Safe to block POST request with no referers?

MediaServe

Well-Known Member
PartnerNOC
Apr 9, 2004
138
2
168
Nashville, TN USA
cPanel Access Level
DataCenter Provider
Twitter
With a LOT of clients using WordPress, we're getting hammered with brute force login activity that generates additional server load. Joomla use causes some as well, but not quite as bad (for now).

I was looking into using snort to combat this, but on CloudLinux 5 there are so many dependencies on libraries I can't get installed to get the latest snort source compiled. I think even if I did, I might have to do manual work to each wordpress site to get snort tracking the activity anyway. I'd rather have a global solution.

I've noticed that all the brute force traffic seems to have no referrer. I can't think of a case where a legit POST request would have no referer. I've written a script that runs every minute via cron and checks all users' apache logs that have been modified in the last minute, and blackholes any IP that is POSTing, isn't local, and has no referer. (I could use mod_security for this, but this lets me blackhole the IP entirely from any access to the server.)

My concern is whether a legit POST with no referer is common. The RFC suggests it might be okay in some cases. The section covering POST requests has a final sentence that says "See section 15.1.3 for security considerations", which contains:

15.1.3 Encoding Sensitive Information in URI's

Because the source of a link might be private information or might reveal an otherwise private information source, it is strongly recommended that the user be able to select whether or not the Referer field is sent. For example, a browser client could have a toggle switch for browsing openly/anonymously, which would respectively enable/disable the sending of Referer and From information.

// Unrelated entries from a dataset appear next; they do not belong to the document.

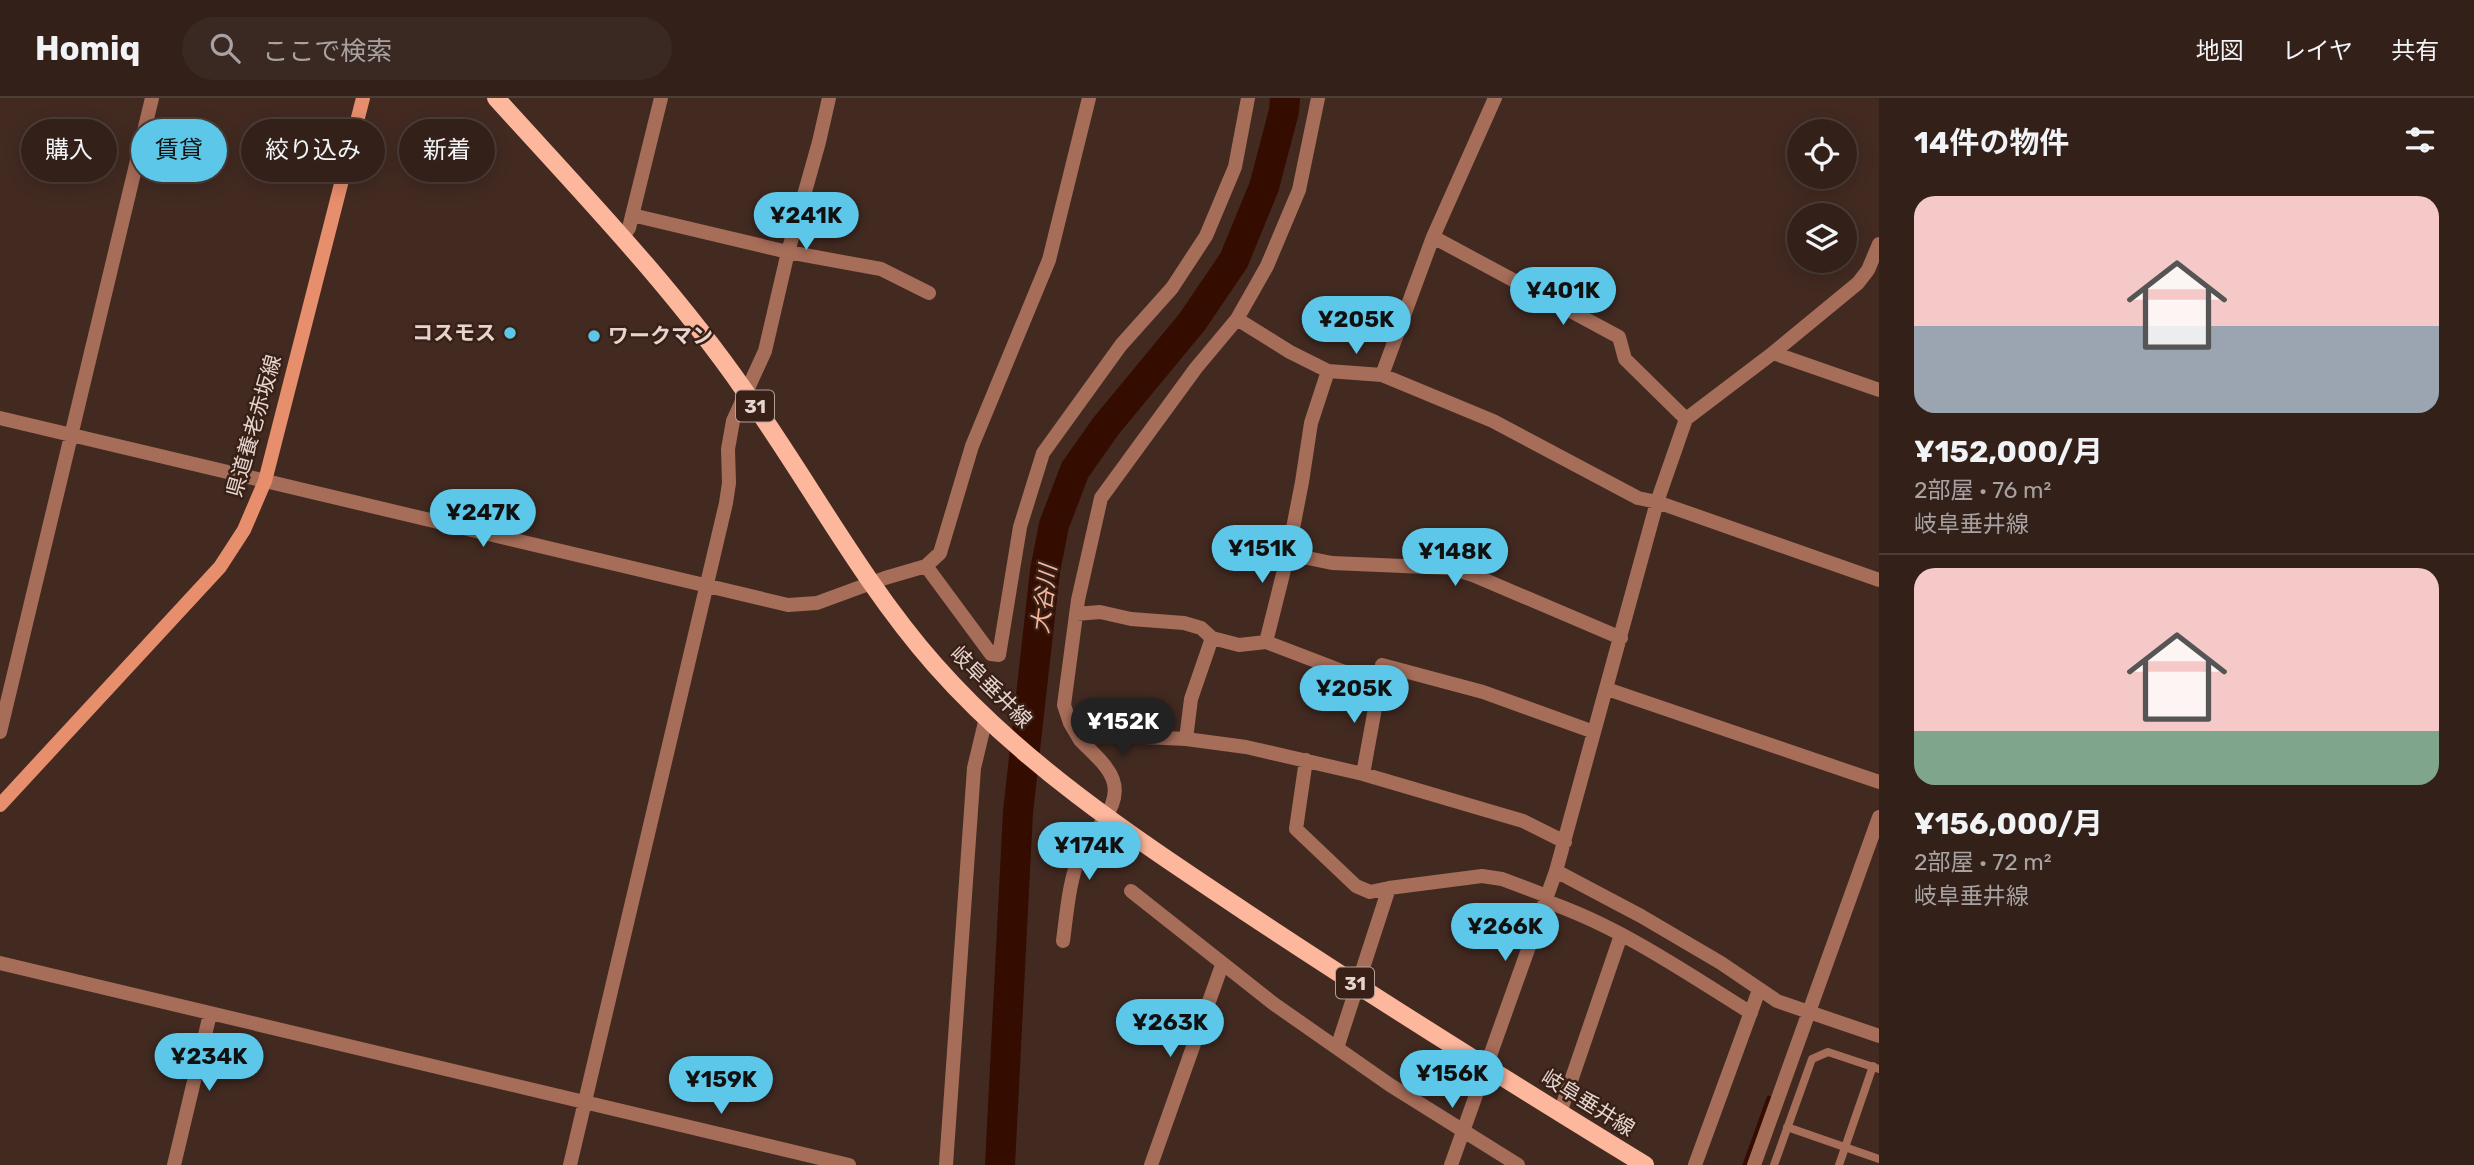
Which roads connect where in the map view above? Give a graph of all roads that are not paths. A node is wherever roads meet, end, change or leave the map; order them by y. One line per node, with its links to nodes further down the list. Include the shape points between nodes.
1 (152, 98): 25 (street)
2 (363, 98): 26 (main road, 県道養老赤坂線)
3 (496, 98): 12 (main road, 岐阜垂井線 / 31)
4 (661, 98): 10 (street)
5 (829, 98): 14 (street)
6 (1088, 98): 29 (street, via 1049,260 972,446 940,553)
7 (1248, 98): 29 (street, via 1235,167 1206,236 1172,288 1121,345 1042,453 1020,527 999,655 990,654)
8 (1318, 98): 17 (street, via 1298,190 1267,266)
9 (1495, 98): 11 (street)
10 (632, 215): 12 (street); 14 (street)
11 (1433, 237): 20 (street); 24 (street, via 1619,337 1625,359)
12 (622, 238): 22 (main road, 岐阜垂井線 / 31)
13 (1879, 244): 15 (street)
14 (788, 252): 16 (street, via 881,269); 22 (street, via 765,351)
15 (1875, 265): 18 (street)
16 (929, 293)
17 (1237, 319): 19 (street); 33 (street, via 1101,498)
18 (1773, 353): 21 (street); 24 (street)
19 (1328, 371): 20 (street); 28 (street, via 1311,423)
20 (1382, 375): 27 (street, via 1493,421 1638,498)
21 (1879, 390)
22 (746, 392): 31 (main road, 岐阜垂井線 / 31); 32 (street, via 733,421 726,503)
23 (0, 418): 25 (street)
24 (1686, 419): 27 (street)
25 (70, 435): 26 (street); 40 (street)
26 (265, 481): 32 (street); 47 (main road, 県道養老赤坂線, via 244,530 220,567)
27 (1657, 502): 30 (street); 35 (street)
28 (1288, 554): 35 (street, via 1332,563 1450,568); 36 (street)
29 (926, 566): 31 (street)
30 (1879, 580)
31 (870, 583): 32 (street, via 817,603 788,605); 39 (main road, 岐阜垂井線 / 31, via 935,665)
32 (708, 585): 68 (street)
33 (1076, 614): 34 (street, via 1100,612 1184,623 1201,628); 43 (street, via 1064,705)
34 (1212, 638): 36 (street, via 1239,645); 42 (street, via 1191,699)
35 (1621, 638): 38 (street)
36 (1266, 642): 37 (street)
37 (1380, 681): 41 (street, via 1382,666 1483,692); 45 (street)
38 (1607, 689): 41 (street); 46 (street)
39 (991, 723): 48 (main road, 岐阜垂井線 / 31); 77 (street, via 974,768)
40 (0, 732)
41 (1594, 732): 50 (street)
42 (1186, 739): 43 (street, via 1102,735); 44 (street)
43 (1080, 740): 48 (street, via 1109,769 1116,783)
44 (1306, 760): 45 (street); 52 (street, via 1296,829 1356,886 1370,892)
45 (1363, 774): 50 (street, via 1523,821)
46 (1879, 782)
47 (0, 805)
48 (1106, 817): 56 (street, via 1083,847 1073,871); 59 (main road, 岐阜垂井線 / 31)
49 (1879, 817): 61 (street)
50 (1565, 842): 51 (street)
51 (1556, 871): 54 (street); 60 (street, via 1675,936)
52 (1389, 888): 54 (street, via 1482,876 1502,879); 59 (street)
53 (1131, 891): 58 (street)
54 (1546, 898): 55 (street); 66 (street)
55 (1621, 935): 62 (street); 69 (street)
56 (1063, 941)
57 (0, 963): 63 (street)
58 (1222, 965): 65 (street); 78 (street)
59 (1358, 985): 65 (street); 66 (main road, 岐阜垂井線 / 31)
60 (1759, 990): 61 (street); 62 (street)
61 (1808, 1012): 64 (street); 83 (street)
62 (1751, 1013): 82 (street)
63 (210, 1014): 68 (street); 74 (street)
64 (1879, 1036)
65 (1337, 1048): 71 (street)
66 (1487, 1066): 69 (main road, 岐阜垂井線 / 31); 71 (street)
67 (1876, 1068): 70 (lane, via 1828,1052 1812,1059); 72 (lane)
68 (585, 1101): 75 (street); 76 (street)
69 (1560, 1113): 81 (main road, 岐阜垂井線 / 31)
70 (1787, 1127): 72 (lane); 84 (lane)
71 (1463, 1131): 79 (street); 80 (street)
72 (1845, 1147): 73 (lane); 85 (lane)
73 (1879, 1159)
74 (174, 1165)
75 (570, 1165)
76 (849, 1165)
77 (946, 1165)
78 (1151, 1165)
79 (1451, 1165)
80 (1518, 1165)
81 (1645, 1165)
82 (1695, 1165)
83 (1754, 1165)
84 (1774, 1165)
85 (1839, 1165)

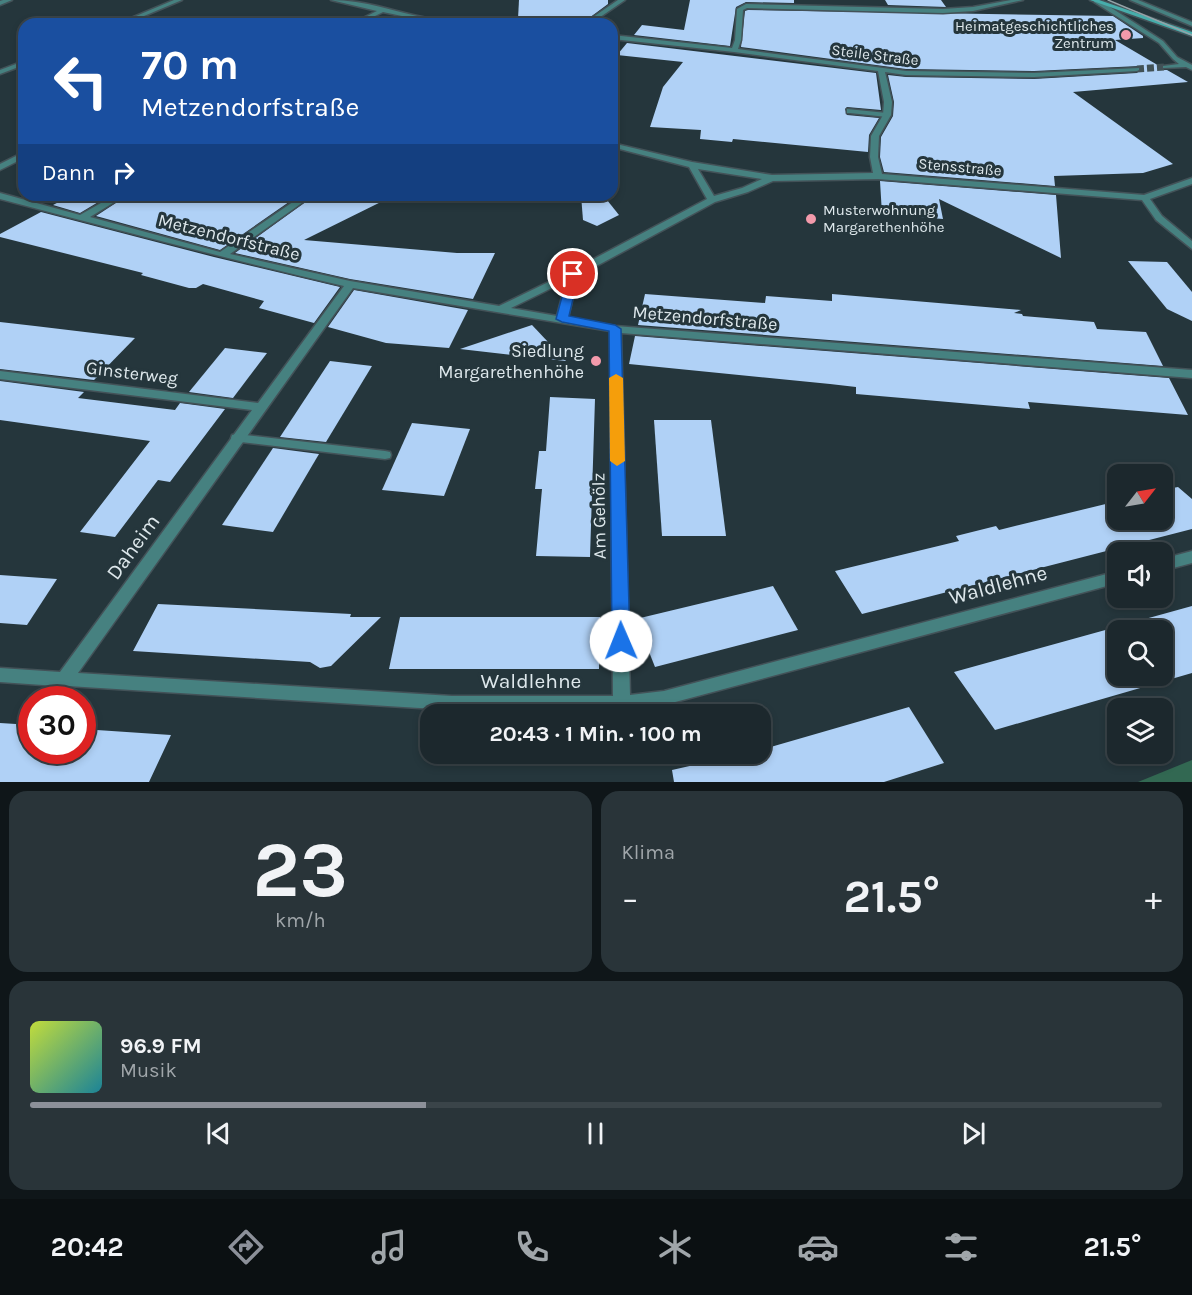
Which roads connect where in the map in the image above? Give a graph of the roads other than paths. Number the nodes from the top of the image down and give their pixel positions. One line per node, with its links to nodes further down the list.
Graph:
1 (9, 0): 8 (street)
2 (179, 0): 10 (street)
3 (334, 0): 9 (street)
4 (622, 0): 13 (street)
5 (1020, 0): 19 (street)
6 (1133, 0): 14 (street)
7 (1095, 1): 16 (street); 22 (street)
8 (0, 3)
9 (385, 9): 11 (street); 12 (street)
10 (135, 18)
11 (366, 18)
12 (422, 18)
13 (595, 18)
14 (1192, 24)
15 (1192, 29): 16 (street)
16 (1184, 31): 17 (street)
17 (1192, 34)
18 (618, 38): 19 (street, Steile Straße)
19 (734, 50): 24 (street, Steile Straße)
20 (18, 65): 25 (street)
21 (1165, 67): 22 (street)
22 (1189, 67)
23 (1137, 69): 24 (street, Steile Straße)
24 (881, 71): 27 (street)
25 (0, 72)
26 (850, 111): 27 (street)
27 (887, 115): 32 (street)
28 (618, 146): 30 (street, Stensstraße)
29 (18, 158): 31 (street)
30 (692, 165): 33 (street, Stensstraße); 37 (street)
31 (0, 167)
32 (878, 176): 33 (street, Stensstraße); 36 (street, Stensstraße)
33 (772, 177): 37 (street, Stensstraße)
34 (1192, 181): 36 (street, Stensstraße)
35 (0, 196): 38 (street, Metzendorfstraße)
36 (1145, 198): 43 (street)
37 (712, 200): 45 (street, Stensstraße)
38 (18, 201)
39 (18, 201): 42 (street, Metzendorfstraße)
40 (111, 201): 42 (street)
41 (300, 201): 44 (street)
42 (81, 218): 44 (street, Metzendorfstraße)
43 (1192, 246)
44 (222, 255): 46 (street, Metzendorfstraße)
45 (573, 274): 47 (street, Stensstraße); 48 (street)
46 (350, 284): 47 (street, Metzendorfstraße); 52 (street, Daheim)
47 (502, 308): 48 (street, Metzendorfstraße)
48 (562, 319): 49 (street, Metzendorfstraße)
49 (615, 329): 50 (street, Metzendorfstraße); 60 (street, Am Gehölz)
50 (1192, 374)
51 (0, 375): 52 (street, Ginsterweg)
52 (259, 407): 53 (street, Daheim)
53 (237, 438): 54 (street); 59 (street, Daheim)
54 (385, 455)
55 (1192, 557): 56 (street)
56 (1173, 562)
57 (1107, 580): 60 (street, Waldlehne)
58 (0, 675): 59 (street, Waldlehne)
59 (63, 681): 60 (street, Waldlehne)
60 (622, 704)

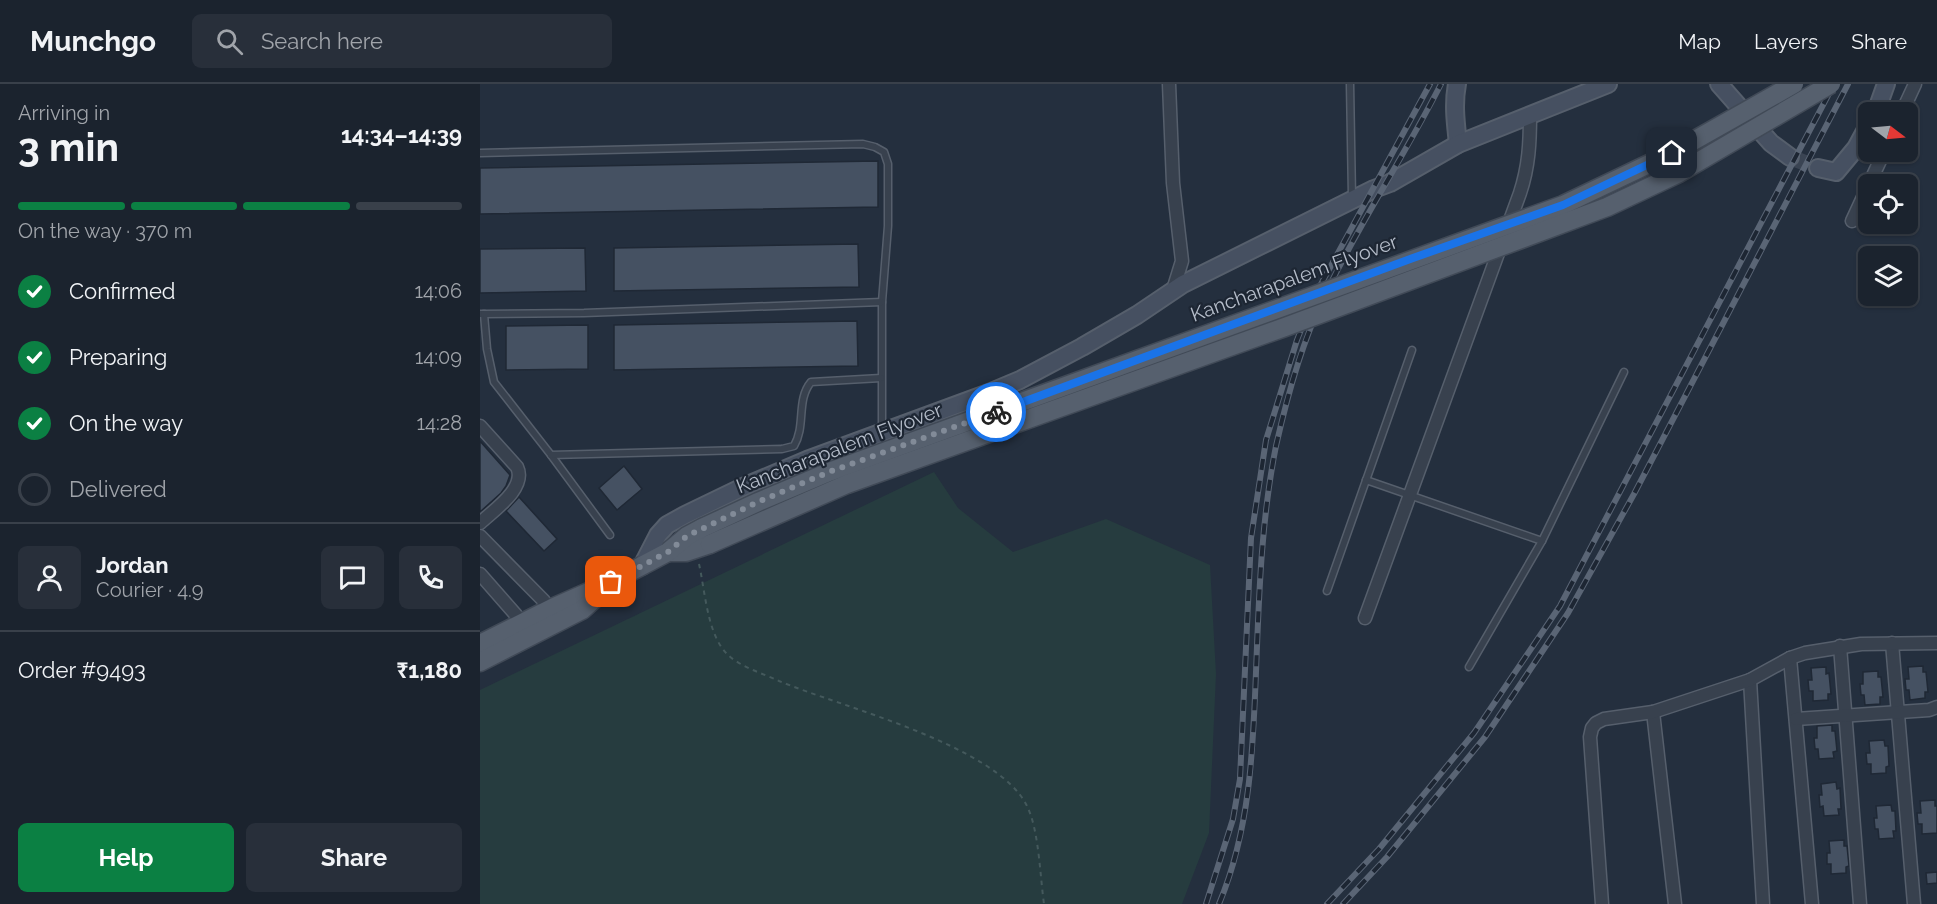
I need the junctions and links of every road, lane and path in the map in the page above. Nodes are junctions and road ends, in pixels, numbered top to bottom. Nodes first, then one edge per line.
1 (1169, 84) edge
2 (1350, 84) edge
3 (1457, 84) edge
4 (1719, 84) edge
5 (1794, 84) edge
6 (1831, 84) edge
7 (1886, 84) edge
8 (1915, 84) edge
9 (1602, 85) edge
10 (1880, 102) edge
11 (1907, 102) edge
12 (1530, 114) junction
13 (1458, 144) junction
14 (1858, 144) edge
15 (480, 153) edge
16 (1790, 156) tunnel mouth
17 (1879, 162) edge
18 (1818, 168) tunnel mouth
19 (1352, 200) junction
20 (1852, 221) dead end
21 (1182, 261) junction
22 (1201, 276) junction
23 (1173, 290) junction
24 (882, 302) junction
25 (482, 314) edge
26 (1412, 351) dead end
27 (1624, 372) dead end
28 (881, 378) junction
29 (480, 426) edge
30 (882, 433) junction
31 (551, 456) junction
32 (1366, 480) junction
33 (1409, 495) junction
34 (480, 524) edge
35 (610, 535) dead end
36 (703, 540) junction
37 (482, 541) edge
38 (1542, 541) junction
39 (642, 566) junction
40 (480, 574) edge
41 (611, 582) junction
42 (1327, 591) dead end
43 (544, 601) junction
44 (516, 615) junction
45 (1365, 618) dead end
46 (480, 632) edge
47 (1892, 643) junction
48 (1937, 643) edge
49 (480, 644) edge
50 (1840, 646) junction
51 (1790, 658) junction
52 (480, 662) edge
53 (1469, 668) dead end
54 (1750, 680) junction
55 (1937, 707) edge
56 (1653, 712) junction
57 (1897, 712) junction
58 (1845, 715) junction
59 (1796, 718) junction
60 (1044, 904) edge
61 (1602, 904) edge
62 (1675, 904) edge
63 (1763, 904) edge
64 (1812, 904) edge
65 (1860, 904) edge
66 (1914, 904) edge

1 - 21 street
2 - 19 lane
3 - 13 street
4 - 16 street
5 - 36 main road, Kancharapalem Flyover, bridge
6 - 36 main road, Kancharapalem Flyover, bridge
7 - 10 street
8 - 11 street
9 - 12 street
12 - 13 street
12 - 33 street
13 - 19 street
14 - 18 street
15 - 24 lane
17 - 20 street
19 - 22 street
21 - 22 street
21 - 23 street
22 - 23 street
23 - 30 street
24 - 25 lane
24 - 28 lane
25 - 31 lane
26 - 32 lane
27 - 38 lane
28 - 30 lane
28 - 31 lane
29 - 34 street
30 - 39 street
31 - 35 lane
32 - 33 lane
32 - 42 lane
33 - 38 lane
33 - 45 street
36 - 39 main road, Kancharapalem Flyover
36 - 60 path
37 - 43 street
38 - 53 lane
39 - 41 main road, Kancharapalem Flyover
40 - 44 street
41 - 43 main road
41 - 49 main road
41 - 52 main road
43 - 44 main road
44 - 46 main road
47 - 48 street
47 - 50 street
47 - 57 street
50 - 51 street
50 - 58 street
51 - 54 street
51 - 59 street
54 - 56 street
54 - 63 street
55 - 57 street
56 - 61 street
56 - 62 street
57 - 58 street
57 - 66 street
58 - 59 street
58 - 65 street
59 - 64 street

Clients SHOULD NOT include a Referer header field in a (non-secure) HTTP request if the referring page was transferred with a secure protocol.
In addition to blackholing immediately when finding a POST with no referrer, I'm also checking for POST frequency to URIs with wp-login.php, wp-admin, /administrator/index.php. etc. when there is a referer, and blocking on heavy activity (with a threshold set high enough to hopefully not block legitimate traffic.) I suppose if POST requests with no referer are common enough, I could stop the immediate block and instead perhaps include a heavier weight to those requests when deciding to block on frequency.

At any rate, I though I'd pose this question and see what other folks think about the legitimacy of POST requests with no referer. Thanks in advance for any feedback you can provide!
 
Last edited:

MediaServe

Well-Known Member
PartnerNOC
Apr 9, 2004
138
2
168
Nashville, TN USA
cPanel Access Level
DataCenter Provider
Twitter
Well, it didn't take too long to answer my own question after putting the system in place. Frontpage (unfortunately we still support it) POSTs with no referer when publishing via the extensions, and we had an instance of a customers external script that POSTed data to his website get blocked. I had to tweak the code and use a weighted threshold where a POST with no referer gets an extra point (if no author.exe present to avoid problems with Frontpage) rather than simply blocking immediately.